И точно так же выведены под своими именами другие замечательные люди. Георгий Куницын («Я – бывший боцман и сибиряк. Мне ничего не страшно. А вы – маменькины сынки и профессорские дочки. Вас пополам переломят»). Дмитрий Шостакович («Сколько великой музыки написать – и так пугаться?»). Арам Хачатурян («Взбесившийся люля-кебаб», как обозвал его Игорь Стравинский). Больше того, сам повествователь выведен в этой фантасмагории почти под собственным паспортным именем: Борислав Тимофеевич Евсеев, причем с доподлинными херсонскими подробностями происхождения.
Но это же должно нарушать, перекашивать, ставить под вопрос всю художественную условность действия!
Должно.
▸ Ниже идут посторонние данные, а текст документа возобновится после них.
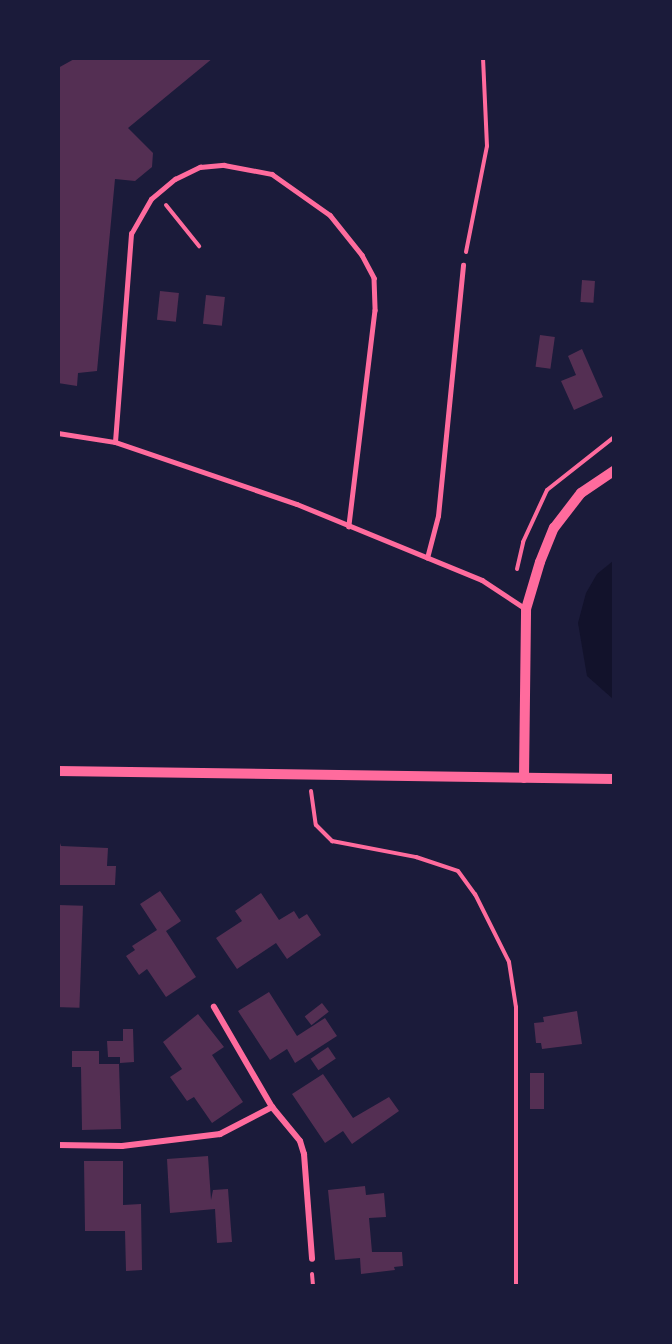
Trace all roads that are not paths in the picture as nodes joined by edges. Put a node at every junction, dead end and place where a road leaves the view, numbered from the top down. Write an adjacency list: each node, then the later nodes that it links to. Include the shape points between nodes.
1 (463, 265): 6 (lane, via 438,516)
2 (58, 433): 3 (lane)
3 (115, 442): 5 (lane, via 297,504); 5 (lane, via 131,234 157,194 175,179 200,167 224,165 272,174 330,215 362,255 374,278 375,310)
4 (614, 471): 7 (street, via 580,493 554,528)
5 (349, 526): 6 (lane)
6 (427, 558): 7 (lane, via 482,580)
7 (526, 609): 9 (street)
8 (58, 771): 9 (street)
9 (524, 778): 10 (street)
10 (614, 779)
11 (214, 1007): 12 (street)
12 (272, 1107): 13 (street, via 220,1134 122,1146); 14 (street, via 300,1142 304,1154)
13 (58, 1145)
14 (312, 1259)

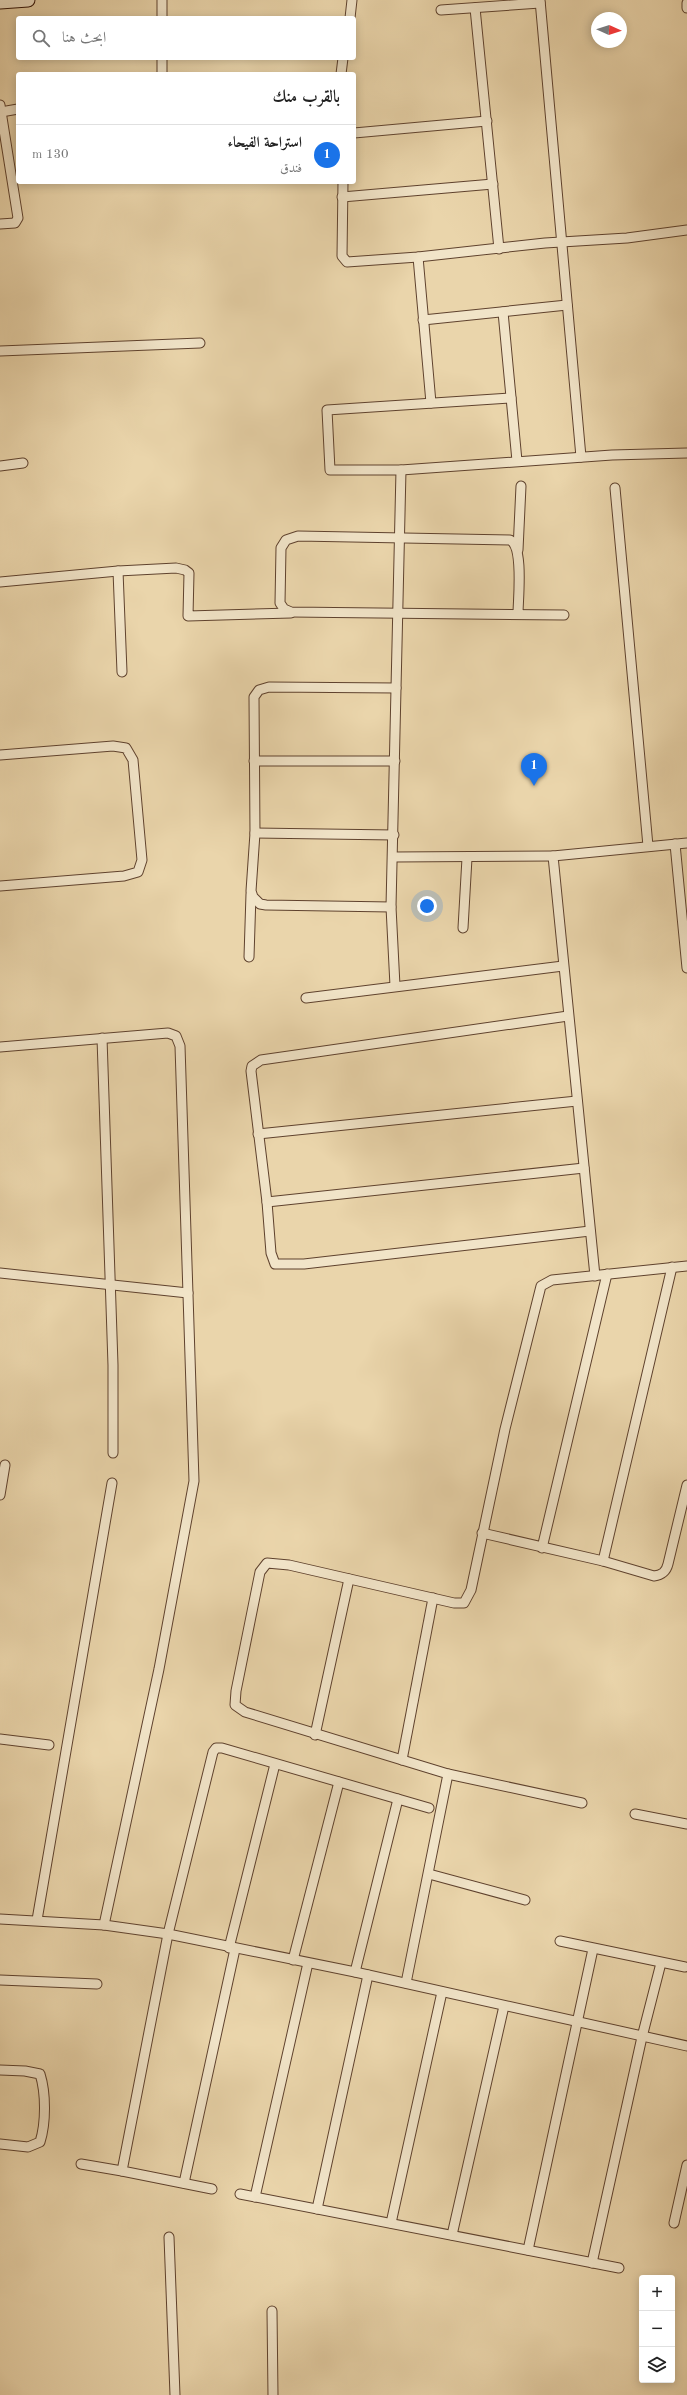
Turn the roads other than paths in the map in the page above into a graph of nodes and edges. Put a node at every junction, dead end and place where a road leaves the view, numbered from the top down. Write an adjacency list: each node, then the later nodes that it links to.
1 (28, 0): 4 (main road)
2 (162, 0): 10 (street)
3 (352, 0): 11 (street)
4 (0, 2)
5 (540, 2): 7 (street); 25 (street)
6 (687, 3): 8 (street)
7 (475, 8): 9 (street); 18 (street)
8 (687, 8)
9 (441, 10)
10 (162, 16)
11 (350, 16)
12 (162, 60): 14 (street)
13 (344, 60): 15 (street)
14 (162, 72)
15 (341, 72)
16 (1, 108): 17 (street); 23 (street)
17 (16, 108)
18 (487, 121): 19 (street); 21 (street)
19 (356, 133)
20 (343, 184): 22 (street)
21 (493, 184): 22 (street); 26 (street)
22 (342, 197): 27 (street)
23 (0, 224)
24 (687, 230): 25 (street)
25 (562, 242): 26 (street); 28 (street)
26 (499, 249): 27 (street)
27 (418, 257): 30 (street)
28 (567, 305): 29 (street); 36 (street)
29 (503, 312): 30 (street); 33 (street)
30 (423, 320): 34 (street)
31 (200, 343): 32 (street)
32 (0, 351)
33 (511, 398): 34 (street); 37 (street)
34 (431, 403): 40 (street)
35 (687, 454): 36 (street)
36 (581, 457): 37 (street)
37 (517, 461): 40 (street)
38 (23, 463): 39 (street)
39 (0, 466)
40 (401, 470): 43 (street)
41 (521, 486): 44 (street)
42 (615, 488): 60 (street)
43 (399, 536): 44 (street); 47 (street); 48 (street)
44 (518, 553): 49 (street)
45 (118, 571): 46 (street); 47 (street); 51 (street)
46 (0, 582)
47 (299, 613): 48 (street)
48 (398, 614): 49 (street); 52 (street)
49 (518, 614): 50 (street)
50 (564, 615)
51 (122, 672)
52 (396, 688): 54 (street); 55 (street)
53 (0, 755): 64 (street)
54 (254, 761): 55 (street); 56 (street)
55 (395, 761): 57 (street)
56 (255, 833): 57 (street); 65 (street)
57 (394, 835): 62 (street)
58 (687, 843): 59 (street)
59 (675, 844): 60 (street); 70 (street)
60 (648, 846): 61 (street)
61 (553, 856): 63 (street); 69 (street)
62 (394, 857): 63 (street); 66 (street)
63 (466, 858): 67 (street)
64 (0, 886)
65 (252, 891): 66 (street); 68 (street)
66 (391, 907): 71 (street)
67 (463, 928)
68 (249, 957)
69 (563, 966): 71 (street); 73 (street)
70 (687, 968)
71 (396, 986): 72 (street)
72 (306, 998)
73 (568, 1016): 76 (street); 77 (street)
74 (102, 1038): 75 (street); 86 (street); 87 (street)
75 (0, 1047)
76 (577, 1101): 77 (street); 78 (street)
77 (258, 1134): 79 (street)
78 (584, 1168): 79 (street); 80 (street)
79 (267, 1202): 80 (street)
80 (590, 1231): 85 (street)
81 (687, 1266): 82 (street)
82 (672, 1267): 84 (street); 95 (street)
83 (0, 1273): 86 (street)
84 (607, 1274): 85 (street); 94 (street)
85 (595, 1276): 93 (street)
86 (109, 1284): 87 (street); 88 (street)
87 (188, 1293): 114 (street)
88 (113, 1453)
89 (5, 1465): 92 (street)
90 (112, 1484): 113 (street)
91 (687, 1485): 95 (street)
92 (0, 1494)
93 (482, 1533): 94 (street); 97 (street)
94 (542, 1548): 95 (street)
95 (603, 1562)
96 (349, 1579): 97 (street); 98 (street); 98 (street)
97 (433, 1598): 101 (street)
98 (315, 1735): 101 (street)
99 (0, 1739): 100 (street)
100 (49, 1745)
101 (402, 1760): 103 (street)
102 (276, 1764): 104 (street); 115 (street); 117 (street)
103 (448, 1774): 106 (street); 110 (street)
104 (339, 1782): 105 (street); 119 (street)
105 (398, 1799): 107 (street); 123 (street)
106 (582, 1803)
107 (428, 1808)
108 (635, 1814): 109 (street)
109 (687, 1824)
110 (429, 1874): 111 (street); 127 (street)
111 (525, 1900)
112 (0, 1919): 113 (street)
113 (37, 1920): 114 (street)
114 (104, 1924): 115 (street)
115 (168, 1934): 117 (street); 137 (street)
116 (560, 1941): 118 (street)
117 (232, 1949): 119 (street); 138 (street)
118 (593, 1949): 121 (street); 130 (street)
119 (293, 1960): 120 (street)
120 (308, 1963): 123 (street); 141 (street)
121 (661, 1963): 122 (street); 131 (street)
122 (685, 1967)
123 (355, 1972): 124 (street)
124 (368, 1975): 127 (street); 142 (street)
125 (0, 1980): 126 (street)
126 (97, 1984)
127 (406, 1984): 128 (street)
128 (442, 1992): 129 (street); 143 (street)
129 (504, 2006): 130 (street); 145 (street)
130 (576, 2022): 131 (street); 147 (street)
131 (642, 2037): 132 (street); 148 (street)
132 (687, 2046)
133 (0, 2070): 134 (street)
134 (0, 2144)
135 (81, 2164): 137 (street)
136 (687, 2165): 144 (street)
137 (122, 2171): 138 (street)
138 (184, 2183): 139 (street)
139 (212, 2189)
140 (240, 2194): 141 (street)
141 (255, 2197): 142 (street)
142 (317, 2209): 143 (street)
143 (391, 2223): 145 (street)
144 (674, 2223)
145 (452, 2235): 147 (street)
146 (169, 2237): 151 (street)
147 (528, 2250): 148 (street)
148 (592, 2263): 149 (street)
149 (619, 2268)
150 (272, 2311): 152 (street)
151 (175, 2395)
152 (273, 2395)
В том случае, если художественное действие традиционно условно. Но перед нами то, что в новейшей культурной ситуации зовется «другой прозой». Ей прежние законы не писаны. В ней фэкшн и фикшн мешаются непредсказуемо.
Вернее так: фэкшн, со всей непреложностью документальной фактуры вправляется в фикшн, то есть в непредсказуемое коловращение смыслов, которые теряют связь с вещами и соотносятся с реальностью так странно, что вы теряетесь, где там пифагорейские совпадения, а где пофигистские распады.
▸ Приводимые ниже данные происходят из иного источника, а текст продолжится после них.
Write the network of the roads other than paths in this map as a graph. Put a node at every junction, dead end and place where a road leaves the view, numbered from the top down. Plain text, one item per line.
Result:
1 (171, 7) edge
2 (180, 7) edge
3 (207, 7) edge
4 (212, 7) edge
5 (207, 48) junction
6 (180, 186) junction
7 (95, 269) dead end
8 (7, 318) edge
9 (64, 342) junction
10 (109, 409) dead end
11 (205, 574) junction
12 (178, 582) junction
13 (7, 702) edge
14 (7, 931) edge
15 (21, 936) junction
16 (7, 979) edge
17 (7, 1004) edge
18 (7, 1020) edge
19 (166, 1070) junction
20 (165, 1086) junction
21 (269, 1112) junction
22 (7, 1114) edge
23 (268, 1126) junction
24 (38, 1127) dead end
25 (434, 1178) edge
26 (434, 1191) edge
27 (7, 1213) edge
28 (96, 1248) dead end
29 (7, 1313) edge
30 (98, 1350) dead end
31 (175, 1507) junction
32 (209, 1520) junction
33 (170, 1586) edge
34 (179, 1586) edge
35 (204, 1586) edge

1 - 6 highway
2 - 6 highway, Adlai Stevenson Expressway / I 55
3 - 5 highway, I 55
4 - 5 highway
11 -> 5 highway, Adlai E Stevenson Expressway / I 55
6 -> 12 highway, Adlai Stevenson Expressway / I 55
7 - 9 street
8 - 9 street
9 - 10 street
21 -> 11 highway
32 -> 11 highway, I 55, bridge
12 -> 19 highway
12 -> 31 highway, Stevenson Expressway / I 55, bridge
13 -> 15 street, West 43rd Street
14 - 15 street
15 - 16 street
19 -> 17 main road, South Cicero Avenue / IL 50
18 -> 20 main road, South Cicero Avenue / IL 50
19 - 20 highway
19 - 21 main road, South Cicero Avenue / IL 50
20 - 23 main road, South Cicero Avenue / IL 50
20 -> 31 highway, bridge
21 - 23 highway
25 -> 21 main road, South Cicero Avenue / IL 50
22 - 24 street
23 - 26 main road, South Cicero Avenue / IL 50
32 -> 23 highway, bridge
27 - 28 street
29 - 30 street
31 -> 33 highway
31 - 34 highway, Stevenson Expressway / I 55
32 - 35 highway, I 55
Герой-рассказчик упоенно втянут в эту фантасмагорию. Он что-то делает, что-то говорит, не вполне понимая, что это значит… и одновременно все понимает, ибо он же и автор, сегодняшний автор, почти под своим собственным именем… но описывает он заведомый хаос мнимостей.
– У нас привыкли отвечать на идею кулаком! – цитирует он куницынскую фразу, но не на семинаре, а в книжном магазине, где вот-вот должны «давать» дефицит (перечислено, какой именно: двухтомник Леонида Андреева и «красный» Булгаков).
На семинаре ему можно было бы ответить по существу: а если идея состоит в призыве к удару кулаком?
В очереди диалог сразу соскакивает в другую плоскость.
– Как неинтеллигентно он себя ведет! – с надрывом обращается (к очереди) вызванная (очередью же) замдиректора магазина по имени Руфина Ипатьевна (по части имен вымышленных Евсеев явно состязается с Гоголем).
Из очереди кричат:
– Это же просто бандитизм! Хулиганить в Доме книги! Из-за этого дуролома щас совсем давать перестанут.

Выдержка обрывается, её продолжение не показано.